Analyze API Plugin provides a feature to analyze texts. This plugin will be one of solutions if you want to use elasticsearch as a server to analyze texts for Machine Learning.
Version | Tested on Elasticsearch |
---|---|
master | 5.1.X |
5.1.0 | 5.1.2 |
2.4.0 | 2.4.0 |
2.3.0 | 2.3.1 |
2.2.0 | 2.2.2 |
2.1.1 | 2.1.1 |
1.5.0 | 1.5.2 |
Please file an issue. (Japanese forum is here.)
$ $ES_HOME/bin/elasticsearch-plugin install org.codelibs:elasticsearch-analyze-api:5.1.0
$ $ES_HOME/bin/plugin install org.codelibs/elasticsearch-analyze-api/2.4.0
This plugin provides /_analyze_api API as below.
curl -XPOST "http://localhost:9200/{default_index}/_analyze_api?analyzer={default_analyzer}&{option_name}=[true|false]" -d'
{
"{target_name1}":{
"index":"{index_name}",
"analyzer":"{analyzer_name}"
"text":"{target_text1}"
},
"{target_name2}":{
"index":"{index_name}",
"analyzer":"{analyzer_name}"
"text":"{target_text2}"
},
...
}'
You can analyze multiple texts in 1 request.
Parameter | Description |
---|---|
default_index | (Optional) A default index name to analyze texts. |
default_analyzer | (Optional) A default analyzer name to analyze texts. |
index_name | (Optional) An index name to analyze text of the same block. |
analyzer_name | (Optional) An analyzer name to analyze text of the same block. |
target_name | A name for the analyzing text. |
target_text | An analzyed text. |
option_name | Lucene's attribute name, such as start_offset. |
To analyze texts, it's better to create an index for analyzing(ex. create .analyzer index).

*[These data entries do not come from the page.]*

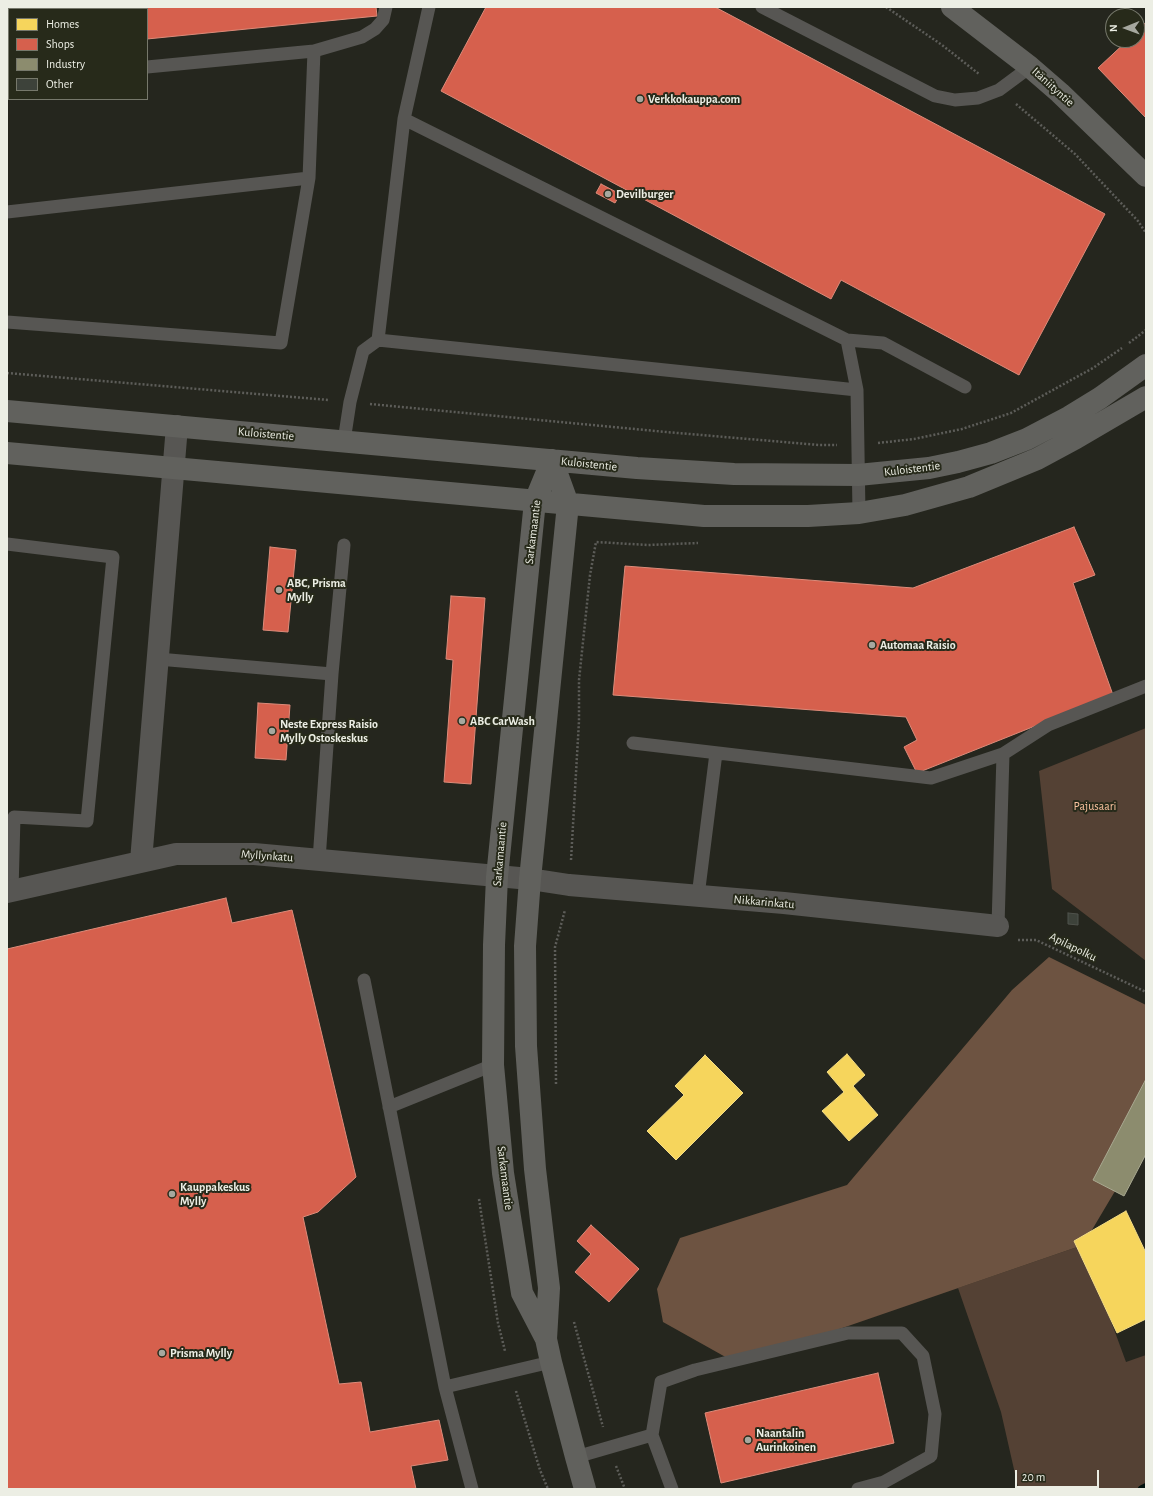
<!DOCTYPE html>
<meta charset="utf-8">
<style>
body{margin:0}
#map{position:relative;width:1153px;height:1496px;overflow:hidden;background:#25261e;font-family:"Alegreya Sans",sans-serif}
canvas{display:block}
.frame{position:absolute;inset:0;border:8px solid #eceee4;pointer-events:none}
.legend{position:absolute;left:8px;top:8px;width:140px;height:92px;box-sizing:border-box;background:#272a1a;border:1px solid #76786b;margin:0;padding:5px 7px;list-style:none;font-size:12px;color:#eceee4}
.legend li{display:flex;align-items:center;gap:8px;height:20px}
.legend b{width:20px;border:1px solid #76786b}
.north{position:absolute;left:1105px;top:8px;width:40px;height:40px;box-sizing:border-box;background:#272a1a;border:1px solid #76786b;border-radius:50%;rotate:269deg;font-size:11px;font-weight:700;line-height:16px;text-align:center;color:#eceee4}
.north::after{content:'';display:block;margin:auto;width:14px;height:18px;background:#a6a89f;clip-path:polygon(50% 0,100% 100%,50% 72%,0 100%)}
.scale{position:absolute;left:1015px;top:1470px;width:84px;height:18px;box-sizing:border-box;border:2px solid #eceee4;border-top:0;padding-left:5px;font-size:12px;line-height:14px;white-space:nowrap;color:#eceee4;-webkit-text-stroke:3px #272a1a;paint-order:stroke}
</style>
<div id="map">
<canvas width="1153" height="1496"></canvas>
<div class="frame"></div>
<ul class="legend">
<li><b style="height:11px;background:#f6d55c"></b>Homes</li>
<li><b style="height:11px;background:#d6604d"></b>Shops</li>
<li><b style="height:11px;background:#8c8c6e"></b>Industry</li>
<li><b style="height:11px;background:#3d423a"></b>Other</li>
</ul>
<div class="north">N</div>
<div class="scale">20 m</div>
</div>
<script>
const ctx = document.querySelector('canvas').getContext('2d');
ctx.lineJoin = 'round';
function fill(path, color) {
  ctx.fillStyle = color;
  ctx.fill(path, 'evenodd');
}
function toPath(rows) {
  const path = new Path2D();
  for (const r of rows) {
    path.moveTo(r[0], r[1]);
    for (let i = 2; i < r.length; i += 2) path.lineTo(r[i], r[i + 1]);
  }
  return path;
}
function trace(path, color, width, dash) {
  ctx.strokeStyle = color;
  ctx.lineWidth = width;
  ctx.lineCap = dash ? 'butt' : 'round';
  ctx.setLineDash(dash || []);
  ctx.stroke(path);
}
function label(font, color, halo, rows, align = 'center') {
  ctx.font = font + ' "Alegreya Sans",sans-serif';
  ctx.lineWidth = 4;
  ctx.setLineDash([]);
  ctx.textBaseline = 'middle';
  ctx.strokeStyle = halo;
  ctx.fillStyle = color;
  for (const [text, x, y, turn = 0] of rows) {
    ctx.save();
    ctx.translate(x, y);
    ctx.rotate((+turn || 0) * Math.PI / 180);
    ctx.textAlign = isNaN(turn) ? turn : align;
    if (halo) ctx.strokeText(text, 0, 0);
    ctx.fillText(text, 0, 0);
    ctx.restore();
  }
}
const green = toPath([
 [1146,728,1146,961,1052,889,1039,771],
 [1083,1245,1126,1362,1146,1355,1146,1489,1013,1489,1018,1487,1001,1412,958,1288]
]);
const forest = toPath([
 [1049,957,1146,1005,1146,1139,1083,1245,738,1364,663,1322,657,1289,680,1238,847,1185,1012,990]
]);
const homes = toPath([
 [847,1054,865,1075,853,1086,878,1115,849,1141,822,1111,844,1092,827,1072,847,1054],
 [705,1055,743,1093,676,1160,647,1131,684,1095,675,1086,705,1055],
 [1126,1211,1146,1253,1146,1319,1117,1333,1074,1241,1126,1211]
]);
const shops = toPath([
 [7,7,376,7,377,16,147,39,147,9,9,9,9,75,7,76,7,7],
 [486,7,715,7,1105,214,1019,375,841,280,831,299,441,91,486,7],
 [1146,22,1146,118,1098,68,1128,40,1137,40,1137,31,1146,22],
 [601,184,620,194,615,203,596,193,601,184],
 [1074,527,1095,575,1073,583,1113,695,917,773,904,747,917,740,906,717,613,695,625,566,913,588,1074,527],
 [270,547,296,550,288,632,263,630,270,547],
 [451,596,485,598,471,784,444,782,453,660,446,659,451,596],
 [258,703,290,705,286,760,255,758,258,703],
 [226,898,232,923,292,910,356,1177,318,1212,303,1217,339,1384,361,1382,370,1432,439,1420,448,1460,411,1466,416,1489,7,1489,7,949,226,898],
 [591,1225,639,1269,609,1302,575,1272,591,1254,577,1241,591,1225],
 [878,1373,894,1443,721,1483,705,1413,878,1373]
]);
const industry = toPath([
 [1146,1079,1146,1154,1124,1196,1093,1180,1146,1079]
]);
const stream = toPath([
 [1142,1489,1146,1487]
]);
const building = toPath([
 [1068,913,1078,914,1078,925,1068,924,1068,913]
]);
const path = toPath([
 [886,7,942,45,979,74],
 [1016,104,1075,154,1138,221,1146,233],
 [1129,343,1146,330],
 [7,373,329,400],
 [370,404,666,432,819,445,837,445],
 [878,443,914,439,962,429,1011,413,1093,368,1122,348],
 [571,860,579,721,579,680,590,575,596,542,648,545,698,543],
 [1018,940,1036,940,1146,992],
 [556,1084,555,947,565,910],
 [479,1199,498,1323,505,1351],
 [574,1322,603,1427],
 [516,1391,540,1470,548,1489],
 [616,1466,625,1489]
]);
const lane = toPath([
 [762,7,935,96,955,100,978,98,999,90,1030,67],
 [147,67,314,51,362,37,375,29,383,20,386,7],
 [7,81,9,81],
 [404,119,847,340,883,343,965,387],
 [7,212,309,178,314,51],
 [7,322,281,343,309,178],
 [378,340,404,119,429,7],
 [847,340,857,390,859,513],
 [344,441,350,402,363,351,378,340,857,390],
 [7,544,113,557,87,821,14,817,12,891],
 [158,659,332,674],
 [633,743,931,778,1003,754,1048,725,1146,686],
 [319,860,332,674,344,545],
 [698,896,716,753],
 [998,926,1003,754],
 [364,980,445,1387,472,1489],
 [389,1107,493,1065],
 [445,1387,551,1362],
 [576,1457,652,1435],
 [672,1489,652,1435,661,1382,695,1370,848,1333,902,1333,923,1356,935,1414,931,1456,884,1482,858,1489]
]);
const street = toPath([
 [141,861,177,426],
 [7,892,176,854,254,854,530,879,569,885,784,903,998,926]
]);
const secondary = toPath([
 [952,7,1030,67,1060,93,1146,176],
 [7,411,637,468,734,474,858,475,929,468,958,462,991,453,1027,439,1069,417,1100,398,1146,365],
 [7,453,704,516,808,516,859,513,905,505,969,487,1037,459,1076,438,1146,397],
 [552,460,568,504,530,879,525,946,526,1046,535,1169,549,1288,546,1339,551,1362,576,1457,585,1489],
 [546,1339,522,1293,503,1173,493,1065,494,945,497,877,535,501,552,460]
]);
const markers = [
 [640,99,4,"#a6a89f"],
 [608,194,4,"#a6a89f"],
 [279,590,4,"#a6a89f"],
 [872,645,4,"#a6a89f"],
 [462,721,4,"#a6a89f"],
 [272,731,4,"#a6a89f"],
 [172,1194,4,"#a6a89f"],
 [162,1353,4,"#a6a89f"],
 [748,1440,4,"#a6a89f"]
];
const streetNames = [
 ["Itäniityntie",1053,87,42],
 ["Kuloistentie",266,434,5],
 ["Kuloistentie",589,464,6],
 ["Kuloistentie",912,469,-7],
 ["Sarkamaantie",533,532,-83],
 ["Sarkamaantie",500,854,-85],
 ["Myllynkatu",267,856,4],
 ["Nikkarinkatu",764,902,5],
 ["Apilapolku",1073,947,26],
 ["Sarkamaantie",505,1178,83]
];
const poiNames = [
 ["Verkkokauppa.com",648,99],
 ["Devilburger",616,194],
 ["ABC, Prisma",287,583],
 ["Mylly",287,597],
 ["Automaa Raisio",880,645],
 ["ABC CarWash",470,721],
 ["Neste Express Raisio",280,724],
 ["Mylly Ostoskeskus",280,738],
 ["Kauppakeskus",180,1187],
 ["Mylly",180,1201],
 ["Prisma Mylly",170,1353],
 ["Naantalin",756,1433],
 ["Aurinkoinen",756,1447]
];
const parkNames = [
 ["Pajusaari",1095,806]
];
fill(green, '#544134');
fill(forest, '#6d5341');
fill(homes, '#f6d55c');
trace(homes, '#f3dc85', 1);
fill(shops, '#d6604d');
trace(shops, '#dd8b7a', 1);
fill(industry, '#8c8c6e');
trace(industry, '#a9a991', 1);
trace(stream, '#03130f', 8);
fill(building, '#3d423a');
trace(building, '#4f524c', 1);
trace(path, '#5d5d59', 2.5, [2, 2]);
trace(lane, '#575653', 13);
trace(street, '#575653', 22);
trace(secondary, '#61615d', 22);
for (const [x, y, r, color] of markers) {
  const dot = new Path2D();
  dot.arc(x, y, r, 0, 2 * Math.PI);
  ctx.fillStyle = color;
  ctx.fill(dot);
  trace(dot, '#272a1a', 1.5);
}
label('12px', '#eceee4', '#272a1a', streetNames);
label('bold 12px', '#eceee4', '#272a1a', poiNames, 'left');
label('12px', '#fac29f', '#272a1a', parkNames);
</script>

curl -XPOST "http://localhost:9200/.analyzer/_analyze_api?analyzer=standard" -d'
{
"test1":{
"text":"This is a pen."
}
}
The response is:
{
"test1": [
{
"term": "this"
},
{
"term": "is"
},
{
"term": "a"
},
{
"term": "pen"
}
]
}
If you want to add start_offset and end_offset, send:
curl -XPOST "http://localhost:9200/.analyzer/_analyze_api?analyzer=standard&start_offset=true&end_offset=true" -d'
...
The response is:
{
"test1": [
{
"term": "this",
"start_offset": 0,
"end_offset": 4
},
{
"term": "is",
"start_offset": 5,
"end_offset": 7
},
{
"term": "a",
"start_offset": 8,
"end_offset": 9
},
{
"term": "pen",
"start_offset": 10,
"end_offset": 13
}
]
}
curl -XPOST "http://localhost:9200/.analyzer/_analyze_api?analyzer=standard" -d'
{
"test1":{
"text":"This is a pen."
},
"test2":{
"analyzer":"kuromoji_analyzer",
"text":"今日は晴れです。"
}
}'
The response is:
{
"test2": [
{
"term": "今日"
},
{
"term": "は"
},
{
"term": "晴れ"
},
{
"term": "です"
},
{
"term": "。"
}
],
"test1": [
{
"term": "this"
},
{
"term": "is"
},
{
"term": "a"
},
{
"term": "pen"
}
]
}